The 35-year-old will line up alongside defending champion Galen Rupp, his former training partner.
“Mo and Galen are two of the greatest distance runners of all time,” said executive race director Carey Pinkowski. “They come to Chicago following in the footsteps of incredible runners like Khalid Khannouchi, Sammy Wanjiru, Moses Tanui, Paul Tergat, Steve Jones and more.
“These two runners have competed at the highest level of competition and I’m confident they will come prepared for what’s shaping up to be an epic showdown.”
Farah will be aiming to follow in the footsteps of past British winners of the event – Steve Jones, Eamonn Martin, Paul Evans, Paul Davies-Hale, Marian Sutton and Paula Radcliffe.
After clocking 2:08:21 on his marathon debut in London in 2014, Farah returned to break Steve Jones’ British record with a time of 2:06:21 to finish third at this year’s event.

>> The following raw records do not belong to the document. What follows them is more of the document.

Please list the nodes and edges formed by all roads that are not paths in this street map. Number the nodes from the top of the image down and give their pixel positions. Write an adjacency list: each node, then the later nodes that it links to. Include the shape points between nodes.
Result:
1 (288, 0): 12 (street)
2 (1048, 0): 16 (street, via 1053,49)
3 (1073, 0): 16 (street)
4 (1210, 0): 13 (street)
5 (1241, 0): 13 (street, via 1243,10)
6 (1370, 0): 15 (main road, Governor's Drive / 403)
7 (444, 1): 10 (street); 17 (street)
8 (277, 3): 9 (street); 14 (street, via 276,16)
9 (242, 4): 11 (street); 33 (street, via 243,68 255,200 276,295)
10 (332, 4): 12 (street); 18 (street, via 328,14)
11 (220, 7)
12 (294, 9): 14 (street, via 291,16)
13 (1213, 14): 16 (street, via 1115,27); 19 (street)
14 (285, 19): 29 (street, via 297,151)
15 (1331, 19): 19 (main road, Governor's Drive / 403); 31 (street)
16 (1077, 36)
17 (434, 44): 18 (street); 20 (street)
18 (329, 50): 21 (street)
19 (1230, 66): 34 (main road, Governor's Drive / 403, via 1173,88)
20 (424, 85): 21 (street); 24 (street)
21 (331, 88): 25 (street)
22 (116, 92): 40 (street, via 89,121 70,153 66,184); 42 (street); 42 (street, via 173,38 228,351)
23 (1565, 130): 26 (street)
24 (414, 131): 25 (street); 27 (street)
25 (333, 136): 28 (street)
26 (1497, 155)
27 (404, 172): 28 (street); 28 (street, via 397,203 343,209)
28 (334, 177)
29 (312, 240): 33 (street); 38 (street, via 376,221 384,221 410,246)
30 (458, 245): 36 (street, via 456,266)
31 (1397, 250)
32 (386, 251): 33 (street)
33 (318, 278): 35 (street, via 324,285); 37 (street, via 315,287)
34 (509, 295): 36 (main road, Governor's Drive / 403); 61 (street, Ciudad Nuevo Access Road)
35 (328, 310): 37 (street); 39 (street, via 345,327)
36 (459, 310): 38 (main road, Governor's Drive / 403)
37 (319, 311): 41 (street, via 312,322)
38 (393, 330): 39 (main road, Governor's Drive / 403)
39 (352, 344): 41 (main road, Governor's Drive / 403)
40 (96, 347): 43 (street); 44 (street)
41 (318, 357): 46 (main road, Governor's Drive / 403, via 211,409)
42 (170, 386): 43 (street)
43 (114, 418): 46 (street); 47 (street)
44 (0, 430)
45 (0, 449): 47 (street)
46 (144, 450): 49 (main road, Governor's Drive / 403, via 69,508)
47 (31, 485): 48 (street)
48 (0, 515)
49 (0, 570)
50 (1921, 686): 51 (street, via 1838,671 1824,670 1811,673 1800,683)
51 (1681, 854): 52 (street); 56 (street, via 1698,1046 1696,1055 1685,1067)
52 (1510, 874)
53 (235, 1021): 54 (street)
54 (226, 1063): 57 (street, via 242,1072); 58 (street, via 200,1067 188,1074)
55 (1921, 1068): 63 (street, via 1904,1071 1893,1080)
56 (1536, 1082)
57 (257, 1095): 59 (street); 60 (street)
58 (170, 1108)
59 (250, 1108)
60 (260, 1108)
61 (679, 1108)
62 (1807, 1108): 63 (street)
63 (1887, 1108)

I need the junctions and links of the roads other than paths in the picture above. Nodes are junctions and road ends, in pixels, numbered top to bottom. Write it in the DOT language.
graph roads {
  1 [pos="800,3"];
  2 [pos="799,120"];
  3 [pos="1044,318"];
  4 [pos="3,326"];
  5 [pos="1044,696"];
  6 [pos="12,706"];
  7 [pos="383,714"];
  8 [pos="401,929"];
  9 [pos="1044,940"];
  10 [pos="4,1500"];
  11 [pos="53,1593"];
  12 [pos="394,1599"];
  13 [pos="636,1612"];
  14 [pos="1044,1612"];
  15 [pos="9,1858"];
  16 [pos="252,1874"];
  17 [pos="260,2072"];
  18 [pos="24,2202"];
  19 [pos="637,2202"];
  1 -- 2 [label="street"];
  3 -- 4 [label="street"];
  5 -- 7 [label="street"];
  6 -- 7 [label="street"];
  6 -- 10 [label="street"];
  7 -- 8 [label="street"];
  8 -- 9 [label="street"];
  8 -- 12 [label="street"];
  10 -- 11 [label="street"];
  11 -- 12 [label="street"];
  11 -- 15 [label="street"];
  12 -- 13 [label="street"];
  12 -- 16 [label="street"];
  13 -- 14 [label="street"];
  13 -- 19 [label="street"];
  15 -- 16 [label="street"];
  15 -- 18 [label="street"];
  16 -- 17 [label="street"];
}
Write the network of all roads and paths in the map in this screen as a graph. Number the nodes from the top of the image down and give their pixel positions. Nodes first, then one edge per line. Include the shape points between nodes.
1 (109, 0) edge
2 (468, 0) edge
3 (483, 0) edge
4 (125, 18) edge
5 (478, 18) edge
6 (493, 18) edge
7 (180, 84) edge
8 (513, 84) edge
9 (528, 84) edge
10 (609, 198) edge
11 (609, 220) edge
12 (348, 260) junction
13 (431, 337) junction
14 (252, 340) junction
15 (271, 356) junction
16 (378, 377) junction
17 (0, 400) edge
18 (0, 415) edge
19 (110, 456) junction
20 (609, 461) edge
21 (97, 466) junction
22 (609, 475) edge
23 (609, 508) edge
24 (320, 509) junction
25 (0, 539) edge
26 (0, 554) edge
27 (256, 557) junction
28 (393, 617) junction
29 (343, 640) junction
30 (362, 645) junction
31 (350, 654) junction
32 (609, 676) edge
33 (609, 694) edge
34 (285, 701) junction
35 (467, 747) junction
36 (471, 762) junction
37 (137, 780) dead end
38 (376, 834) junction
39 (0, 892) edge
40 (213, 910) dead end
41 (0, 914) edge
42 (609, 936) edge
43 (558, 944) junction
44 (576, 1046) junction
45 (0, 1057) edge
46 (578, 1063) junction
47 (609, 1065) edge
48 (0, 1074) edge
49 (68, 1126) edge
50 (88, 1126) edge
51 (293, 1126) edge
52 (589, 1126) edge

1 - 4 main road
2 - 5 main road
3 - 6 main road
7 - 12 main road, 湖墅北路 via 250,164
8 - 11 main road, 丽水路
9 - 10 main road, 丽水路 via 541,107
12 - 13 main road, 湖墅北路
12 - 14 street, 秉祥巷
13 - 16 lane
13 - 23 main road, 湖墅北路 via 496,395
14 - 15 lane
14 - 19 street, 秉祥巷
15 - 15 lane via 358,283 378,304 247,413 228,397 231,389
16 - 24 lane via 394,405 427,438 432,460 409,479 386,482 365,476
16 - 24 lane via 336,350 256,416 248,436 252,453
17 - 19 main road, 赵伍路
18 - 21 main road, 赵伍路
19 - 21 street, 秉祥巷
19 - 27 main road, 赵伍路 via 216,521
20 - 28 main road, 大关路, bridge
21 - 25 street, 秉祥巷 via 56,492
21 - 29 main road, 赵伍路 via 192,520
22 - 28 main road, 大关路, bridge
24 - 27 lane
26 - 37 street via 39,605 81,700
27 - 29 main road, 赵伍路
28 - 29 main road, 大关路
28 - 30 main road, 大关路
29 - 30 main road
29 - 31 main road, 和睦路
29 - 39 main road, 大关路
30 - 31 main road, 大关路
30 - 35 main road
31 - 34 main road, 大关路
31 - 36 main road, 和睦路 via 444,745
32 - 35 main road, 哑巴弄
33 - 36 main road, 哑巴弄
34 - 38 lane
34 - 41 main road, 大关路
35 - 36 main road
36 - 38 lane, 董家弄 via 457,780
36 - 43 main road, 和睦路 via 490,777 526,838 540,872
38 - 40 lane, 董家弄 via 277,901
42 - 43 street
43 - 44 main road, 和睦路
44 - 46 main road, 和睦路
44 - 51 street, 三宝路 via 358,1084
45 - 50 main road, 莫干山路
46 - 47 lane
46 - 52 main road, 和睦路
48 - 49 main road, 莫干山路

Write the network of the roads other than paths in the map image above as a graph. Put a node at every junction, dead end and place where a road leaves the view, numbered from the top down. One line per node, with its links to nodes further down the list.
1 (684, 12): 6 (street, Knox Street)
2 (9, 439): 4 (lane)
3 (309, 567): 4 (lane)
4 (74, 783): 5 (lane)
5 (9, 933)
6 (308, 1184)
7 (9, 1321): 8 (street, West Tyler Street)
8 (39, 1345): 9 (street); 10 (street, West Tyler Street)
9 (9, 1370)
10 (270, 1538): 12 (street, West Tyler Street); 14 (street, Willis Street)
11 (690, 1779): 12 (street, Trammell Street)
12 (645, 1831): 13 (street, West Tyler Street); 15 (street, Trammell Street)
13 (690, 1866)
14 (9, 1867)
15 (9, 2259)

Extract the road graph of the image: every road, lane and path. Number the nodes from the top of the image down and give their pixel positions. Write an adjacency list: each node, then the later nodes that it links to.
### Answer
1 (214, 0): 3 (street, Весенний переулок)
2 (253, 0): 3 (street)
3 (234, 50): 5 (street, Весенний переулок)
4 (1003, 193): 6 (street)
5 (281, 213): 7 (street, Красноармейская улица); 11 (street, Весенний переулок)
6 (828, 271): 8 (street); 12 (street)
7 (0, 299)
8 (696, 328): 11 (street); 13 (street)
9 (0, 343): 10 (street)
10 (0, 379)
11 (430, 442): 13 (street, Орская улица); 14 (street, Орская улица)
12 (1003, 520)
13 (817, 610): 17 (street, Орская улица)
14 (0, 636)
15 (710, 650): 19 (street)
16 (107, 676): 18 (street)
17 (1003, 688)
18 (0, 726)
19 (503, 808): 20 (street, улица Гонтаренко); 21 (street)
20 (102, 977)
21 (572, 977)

Rupp’s marathon best is 2:06:07 clocked in Prague last month.
Organisers also announced that this year’s Chicago Marathon will reintroduce pacemakers into the elite competition after breaking from the tradition for the past few years.
“The championship style of racing that spectators enjoy will continue as the race enters its final miles,” Pinkowski said. “The epic 2010 duel between the late Wanjiru and Tsegaye Kebede – arguably one of the greatest finishes in marathon history – underscores the importance of the tactics that still exist and flourish in paced races.
“We listened to the athletes and they want to come to Chicago because of our tradition of fast times and our legacy as a world record course,” Pinkowski added. “If athletes want to run in races without pacers, there are several opportunities for them to do so.”